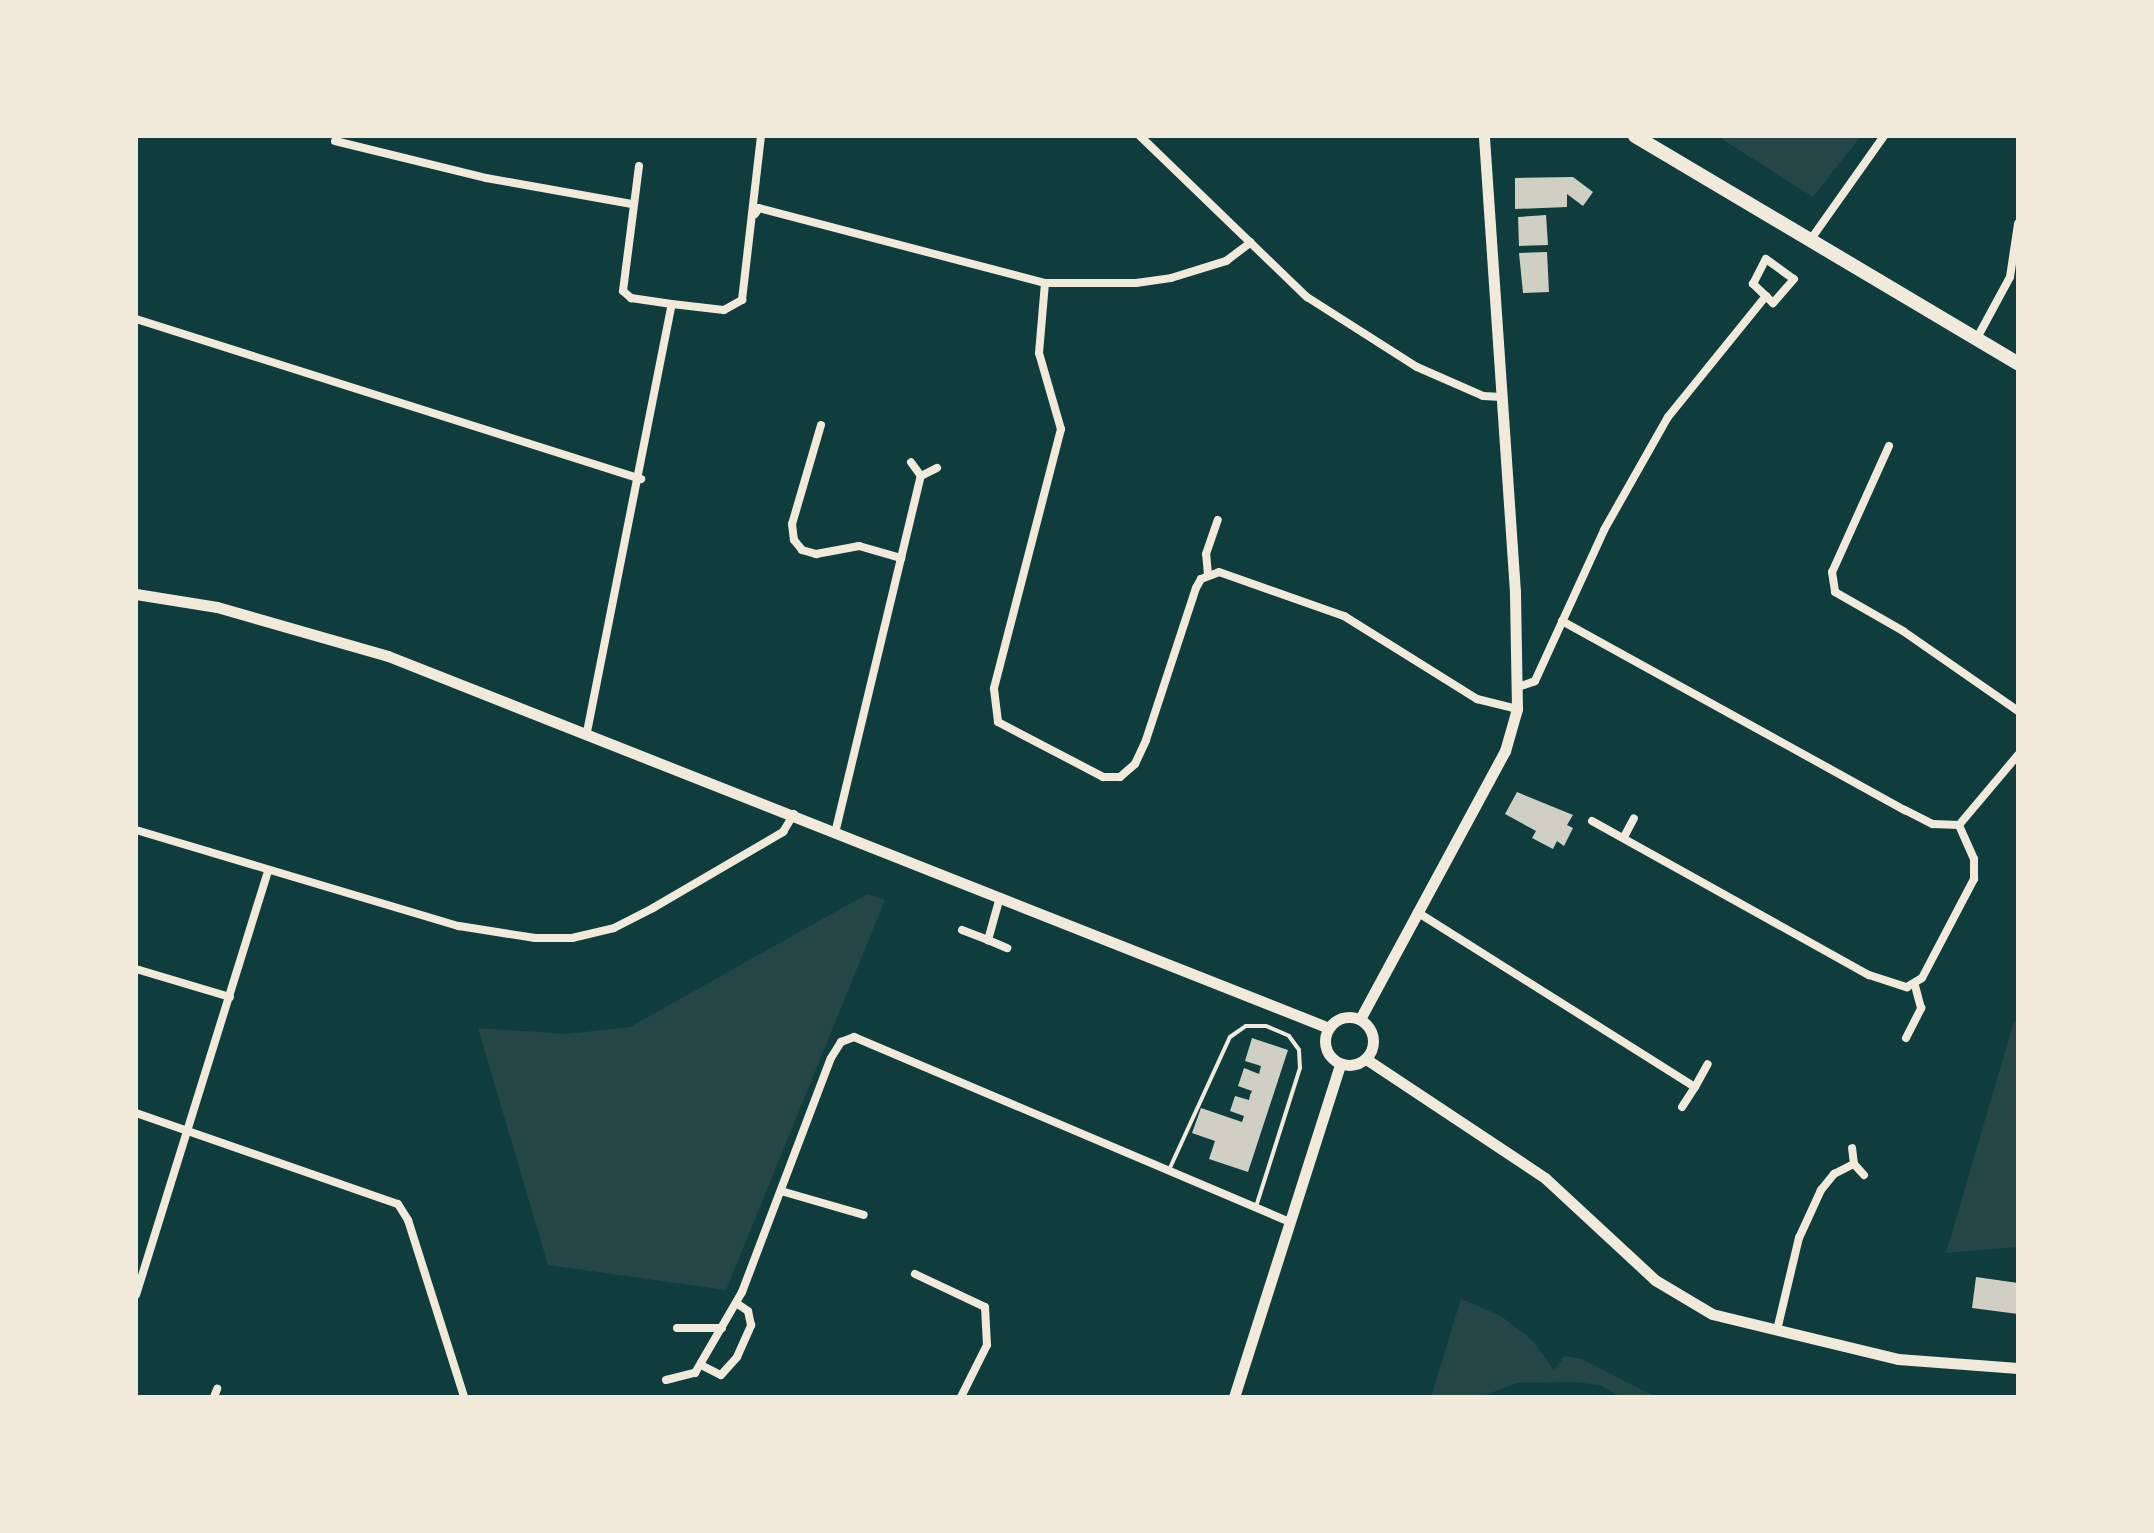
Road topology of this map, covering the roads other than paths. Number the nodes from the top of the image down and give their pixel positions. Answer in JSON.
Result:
{"nodes":[{"id":1,"x":761,"y":136,"type":"edge"},
{"id":2,"x":1140,"y":136,"type":"edge"},
{"id":3,"x":1484,"y":136,"type":"edge"},
{"id":4,"x":1635,"y":136,"type":"edge"},
{"id":5,"x":1884,"y":136,"type":"edge"},
{"id":6,"x":335,"y":141,"type":"dead end"},
{"id":7,"x":639,"y":166,"type":"dead end"},
{"id":8,"x":632,"y":204,"type":"junction"},
{"id":9,"x":752,"y":217,"type":"junction"},
{"id":10,"x":2018,"y":224,"type":"edge"},
{"id":11,"x":1811,"y":239,"type":"junction"},
{"id":12,"x":1251,"y":242,"type":"junction"},
{"id":13,"x":1045,"y":283,"type":"junction"},
{"id":14,"x":1766,"y":296,"type":"junction"},
{"id":15,"x":672,"y":304,"type":"junction"},
{"id":16,"x":136,"y":319,"type":"edge"},
{"id":17,"x":1977,"y":338,"type":"junction"},
{"id":18,"x":2018,"y":363,"type":"edge"},
{"id":19,"x":1502,"y":397,"type":"junction"},
{"id":20,"x":821,"y":425,"type":"dead end"},
{"id":21,"x":1889,"y":446,"type":"dead end"},
{"id":22,"x":911,"y":462,"type":"dead end"},
{"id":23,"x":937,"y":468,"type":"dead end"},
{"id":24,"x":921,"y":476,"type":"junction"},
{"id":25,"x":641,"y":479,"type":"junction"},
{"id":26,"x":1218,"y":520,"type":"dead end"},
{"id":27,"x":901,"y":558,"type":"junction"},
{"id":28,"x":1208,"y":575,"type":"junction"},
{"id":29,"x":136,"y":594,"type":"edge"},
{"id":30,"x":1562,"y":621,"type":"junction"},
{"id":31,"x":1518,"y":687,"type":"junction"},
{"id":32,"x":1517,"y":709,"type":"junction"},
{"id":33,"x":2018,"y":711,"type":"edge"},
{"id":34,"x":587,"y":732,"type":"junction"},
{"id":35,"x":2018,"y":755,"type":"edge"},
{"id":36,"x":795,"y":814,"type":"junction"},
{"id":37,"x":1634,"y":818,"type":"dead end"},
{"id":38,"x":1592,"y":821,"type":"dead end"},
{"id":39,"x":1959,"y":825,"type":"junction"},
{"id":40,"x":836,"y":829,"type":"junction"},
{"id":41,"x":136,"y":830,"type":"edge"},
{"id":42,"x":1624,"y":837,"type":"junction"},
{"id":43,"x":268,"y":871,"type":"junction"},
{"id":44,"x":1000,"y":897,"type":"junction"},
{"id":45,"x":1417,"y":912,"type":"junction"},
{"id":46,"x":962,"y":930,"type":"dead end"},
{"id":47,"x":988,"y":940,"type":"junction"},
{"id":48,"x":1007,"y":948,"type":"dead end"},
{"id":49,"x":136,"y":969,"type":"edge"},
{"id":50,"x":1915,"y":985,"type":"junction"},
{"id":51,"x":230,"y":997,"type":"junction"},
{"id":52,"x":1360,"y":1019,"type":"junction"},
{"id":53,"x":1329,"y":1028,"type":"junction"},
{"id":54,"x":1906,"y":1038,"type":"dead end"},
{"id":55,"x":1366,"y":1059,"type":"junction"},
{"id":56,"x":1340,"y":1064,"type":"junction"},
{"id":57,"x":1708,"y":1064,"type":"dead end"},
{"id":58,"x":1695,"y":1087,"type":"junction"},
{"id":59,"x":1682,"y":1107,"type":"dead end"},
{"id":60,"x":136,"y":1113,"type":"edge"},
{"id":61,"x":188,"y":1130,"type":"junction"},
{"id":62,"x":1852,"y":1148,"type":"dead end"},
{"id":63,"x":1854,"y":1164,"type":"junction"},
{"id":64,"x":1168,"y":1170,"type":"junction"},
{"id":65,"x":1864,"y":1175,"type":"dead end"},
{"id":66,"x":781,"y":1191,"type":"junction"},
{"id":67,"x":1255,"y":1209,"type":"junction"},
{"id":68,"x":864,"y":1215,"type":"dead end"},
{"id":69,"x":1289,"y":1222,"type":"junction"},
{"id":70,"x":915,"y":1274,"type":"dead end"},
{"id":71,"x":136,"y":1295,"type":"edge"},
{"id":72,"x":736,"y":1303,"type":"junction"},
{"id":73,"x":677,"y":1328,"type":"dead end"},
{"id":74,"x":722,"y":1328,"type":"junction"},
{"id":75,"x":1777,"y":1330,"type":"junction"},
{"id":76,"x":701,"y":1365,"type":"junction"},
{"id":77,"x":2018,"y":1368,"type":"edge"},
{"id":78,"x":666,"y":1380,"type":"dead end"},
{"id":79,"x":464,"y":1397,"type":"edge"},
{"id":80,"x":961,"y":1397,"type":"edge"},
{"id":81,"x":1234,"y":1397,"type":"edge"}],
"edges":[{"from":1,"to":9,"type":"street"},
{"from":2,"to":12,"type":"street"},
{"from":3,"to":19,"type":"street"},
{"from":4,"to":11,"type":"highway"},
{"from":5,"to":11,"type":"street"},
{"from":6,"to":8,"type":"street"},
{"from":7,"to":8,"type":"street"},
{"from":8,"to":15,"type":"street"},
{"from":9,"to":13,"type":"street"},
{"from":9,"to":15,"type":"street"},
{"from":10,"to":17,"type":"street"},
{"from":11,"to":17,"type":"highway"},
{"from":12,"to":13,"type":"street"},
{"from":12,"to":19,"type":"street"},
{"from":13,"to":28,"type":"street"},
{"from":14,"to":14,"type":"street"},
{"from":14,"to":30,"type":"street"},
{"from":15,"to":25,"type":"street"},
{"from":16,"to":25,"type":"street"},
{"from":17,"to":18,"type":"highway"},
{"from":19,"to":31,"type":"street"},
{"from":20,"to":27,"type":"street"},
{"from":21,"to":33,"type":"street"},
{"from":22,"to":24,"type":"street"},
{"from":23,"to":24,"type":"street"},
{"from":24,"to":27,"type":"street"},
{"from":25,"to":34,"type":"street"},
{"from":26,"to":28,"type":"street"},
{"from":27,"to":40,"type":"street"},
{"from":28,"to":32,"type":"street"},
{"from":29,"to":34,"type":"street"},
{"from":30,"to":31,"type":"street"},
{"from":30,"to":39,"type":"street"},
{"from":31,"to":32,"type":"street"},
{"from":32,"to":45,"type":"street"},
{"from":34,"to":36,"type":"street"},
{"from":35,"to":39,"type":"street"},
{"from":36,"to":40,"type":"street"},
{"from":36,"to":43,"type":"street"},
{"from":37,"to":42,"type":"street"},
{"from":38,"to":42,"type":"street"},
{"from":39,"to":50,"type":"street"},
{"from":40,"to":44,"type":"street"},
{"from":41,"to":43,"type":"street"},
{"from":42,"to":50,"type":"street"},
{"from":43,"to":51,"type":"street"},
{"from":44,"to":47,"type":"street"},
{"from":44,"to":53,"type":"street"},
{"from":45,"to":52,"type":"street"},
{"from":45,"to":58,"type":"street"},
{"from":46,"to":47,"type":"street"},
{"from":47,"to":48,"type":"street"},
{"from":49,"to":51,"type":"street"},
{"from":50,"to":54,"type":"street"},
{"from":51,"to":61,"type":"street"},
{"from":52,"to":53,"type":"street"},
{"from":52,"to":55,"type":"street"},
{"from":53,"to":56,"type":"street"},
{"from":55,"to":56,"type":"street"},
{"from":55,"to":75,"type":"street"},
{"from":56,"to":69,"type":"street"},
{"from":57,"to":58,"type":"street"},
{"from":58,"to":59,"type":"street"},
{"from":60,"to":61,"type":"street"},
{"from":61,"to":71,"type":"street"},
{"from":61,"to":79,"type":"street"},
{"from":62,"to":63,"type":"street"},
{"from":63,"to":65,"type":"street"},
{"from":63,"to":75,"type":"street"},
{"from":64,"to":66,"type":"street"},
{"from":64,"to":67,"type":"street"},
{"from":64,"to":67,"type":"lane"},
{"from":66,"to":68,"type":"street"},
{"from":66,"to":72,"type":"street"},
{"from":67,"to":69,"type":"street"},
{"from":69,"to":81,"type":"street"},
{"from":70,"to":80,"type":"street"},
{"from":72,"to":74,"type":"street"},
{"from":72,"to":76,"type":"street"},
{"from":73,"to":74,"type":"street"},
{"from":74,"to":76,"type":"street"},
{"from":75,"to":77,"type":"street"},
{"from":76,"to":78,"type":"street"}]}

--------

Problem =
All lines of the records above with the word "nodes" in them are to be copied.

Response to the exercise =
Road topology of this map, covering the roads other than paths. Number the nodes from the top of the image down and give their pixel positions. Answer in JSON.
{"nodes":[{"id":1,"x":761,"y":136,"type":"edge"},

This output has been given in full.